Here's a (somewhat contrived) example:

class Util
  def self.perform
    `cat source1.txt source2.txt > target1.txt`
    `cat source2.txt source1.txt > target2.txt`
  end
end

Edit: The actual code in my case is much more complicated than this, and it is not viable to separate the work done to produce each target file into distinct parts. Hence setting up one file task per target file is not really an option in my case.

How do I set up a rake task for running this method once when needed and only then, ie. if one or more of the target files are missing, or if any of the source files are newer than any of the target files?

My current solution looks like this:

task :my_task => ['source1.txt', 'source2.txt'] do |t|
  targets = ['target1.txt', 'target2.txt']
  if targets.all? { |f| File.exist? f }
    mtime_newest_source = t.prerequisites.map {|f| File.mtime(f) }.max
    mtime_oldest_target = targets.map {|f| File.mtime(f) }.min
    # Stop task early if all targets are up to date
    next if mtime_newest_source < mtime_oldest_target
  end
  # Code that actually produces target files goes here
end

What I am looking for is a way to define the task so that none of the code within its block will be run unless the target files need to be rebuilt.

Lars Haugseth
  • 14,721
  • 2
  • 45
  • 49
  • what you mean by rake functionality, do you mean it should generate the files automatically whenever file changes with the help of rake ? Please also include the current solution. – Paritosh Piplewar Jun 06 '14 at 00:16
  • My current solution is a plain `task :my_task => ['source1.txt', 'source2.txt']` which contains code at the start that explicitly checks whether all target files exist and have mtime larger than all the prerequisites, then skips doing any actual work if that is the case.
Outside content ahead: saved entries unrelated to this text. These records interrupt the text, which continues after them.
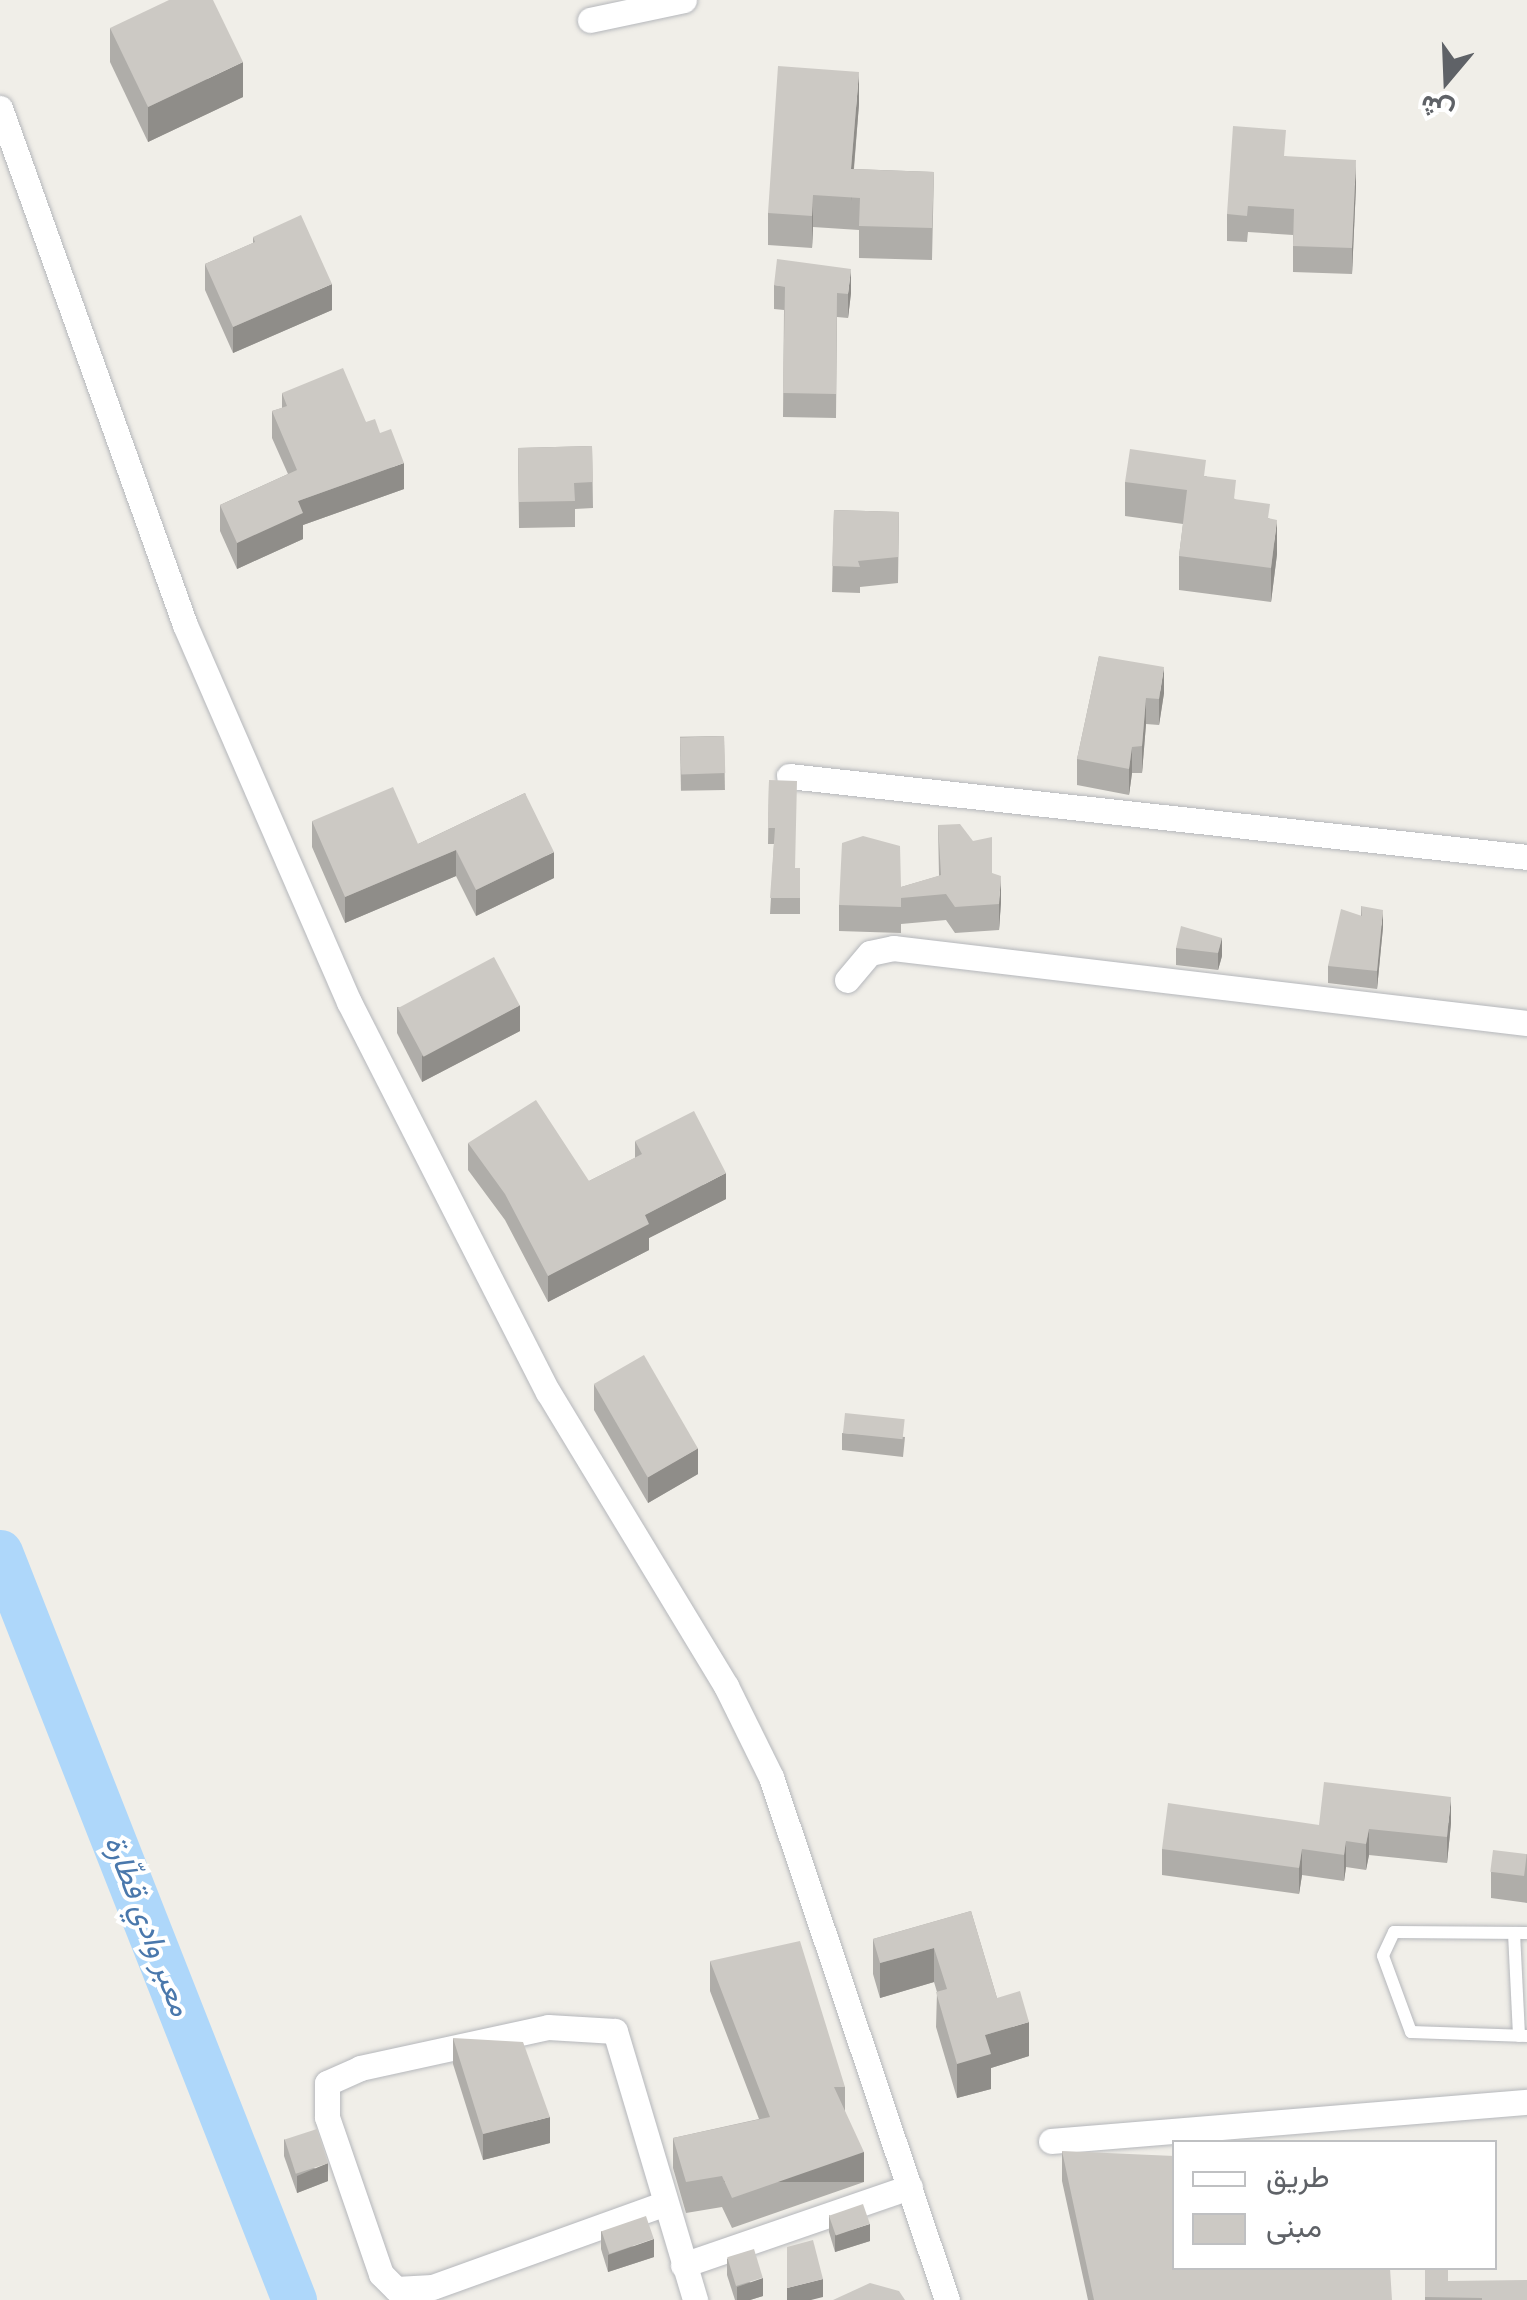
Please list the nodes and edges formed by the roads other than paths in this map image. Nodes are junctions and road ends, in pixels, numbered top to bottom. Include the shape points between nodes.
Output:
1 (684, 0) edge
2 (590, 20) dead end
3 (0, 108) edge
4 (789, 776) edge
5 (1527, 857) edge
6 (847, 980) dead end
7 (1527, 1023) edge
8 (1521, 1933) edge
9 (1523, 2036) edge
10 (1527, 2102) edge
11 (1052, 2141) dead end
12 (910, 2188) junction
13 (663, 2204) junction
14 (684, 2264) junction
15 (695, 2300) edge
16 (948, 2300) edge

1 - 2 street
3 - 12 street via 184,625 349,1002 548,1392 726,1686 771,1777
4 - 5 street
6 - 7 street via 870,953 893,948
8 - 9 lane
8 - 9 lane via 1394,1932 1383,1956 1410,2032
10 - 11 street
12 - 14 street
12 - 16 street
13 - 13 street via 616,2030 548,2027 360,2068 327,2083 327,2118 382,2274 396,2289 432,2287
13 - 14 street
14 - 15 street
I'd like to know if there is any way to define a Rake task so that no code within its block will be run at all unless any prerequisites changed after any of the target files it produces. – Lars Haugseth Jun 06 '14 at 00:31
  • I updated the question with an example of my current solution. – Lars Haugseth Jun 06 '14 at 00:41
  • I'm still looking for a similar solution. Too bad that rake makes this so difficult. MSBuild for the window platform makes it so easy, and so insanely fast too. – C.J. Nov 25 '15 at 13:01

2 Answers2

4

FileTasks are designed for exactly this. Here's a good old long explanation, and here's a quick example:

file 'target1.txt' => ['source1.txt', 'source2.txt'] do
  # do something to generate target1.txt
  `cat source1.txt source2.txt > target1.txt`
end

file 'target2.txt' => ['source1.txt', 'source2.txt'] do
  # again, generate the file
  `cat source2.txt source1.txt > target2.txt`
end

File tasks can depend on other rake tasks or files on disk. If your tasks depends on a file, rake will compare the timestamps and only run your task if the dependent file is newer.

Update

Here's a working example of generating all of targets from both tasks. Rake is smart enough to skip the second task when the first one creates both files.

def make_the_targets
  `cat source1.txt source2.txt > target1.txt`
  `cat source2.txt source1.txt > target2.txt`
end

file 'target1.txt' => ['source1.txt', 'source2.txt'] do
  puts "making target1.txt"
  make_the_targets
end

file 'target2.txt' => ['source1.txt', 'source2.txt'] do
  puts "making target2.txt"
  make_the_targets
end

task :make_targets => ['target1.txt', 'target2.txt']
James Mason
  • 4,246
  • 1
  • 21
  • 26
  • 1
    This solution only works when the work of producing the distinct target files can be split up into wholly separate parts. This is not the case in my scenario. I will update my question to make this more clear. – Lars Haugseth Jun 06 '14 at 00:45
  • 2
    Maybe have both file tasks call a shared function that creates all of the target files? You'd need to test that to be sure rake notices the new files before running the second task. I'm not sure if rake determines dependencies up front or during execution. – James Mason Jun 06 '14 at 02:03
  • 1
    The update: wait, what - it's that simple? Duh! Thanks! I can even avoid duplication and the method extraction by doing `['target1.txt', 'target2.txt'].each { |target| file target => ['source1.txt', 'source2.txt'] { do_stuff_here } }` – Lars Haugseth Jun 06 '14 at 07:13
0

I don't believe the above answers are correct. The comment from Lars

['target1.txt', 'target2.txt'].each { |target| file target => ['source1.txt', 'source2.txt'] { do_stuff_here } }

Will run { do stuff here } twice if rake 'target1.txt', 'target2.txt' is called.

I believe a correct resolution of the dependencies is achieved by

file 'target1.txt' => ['source1.txt', 'source2.txt'] { do_stuff_here } file 'target2.txt' => 'target1.txt'

Andy
  • 135
  • 1
  • 1
  • 8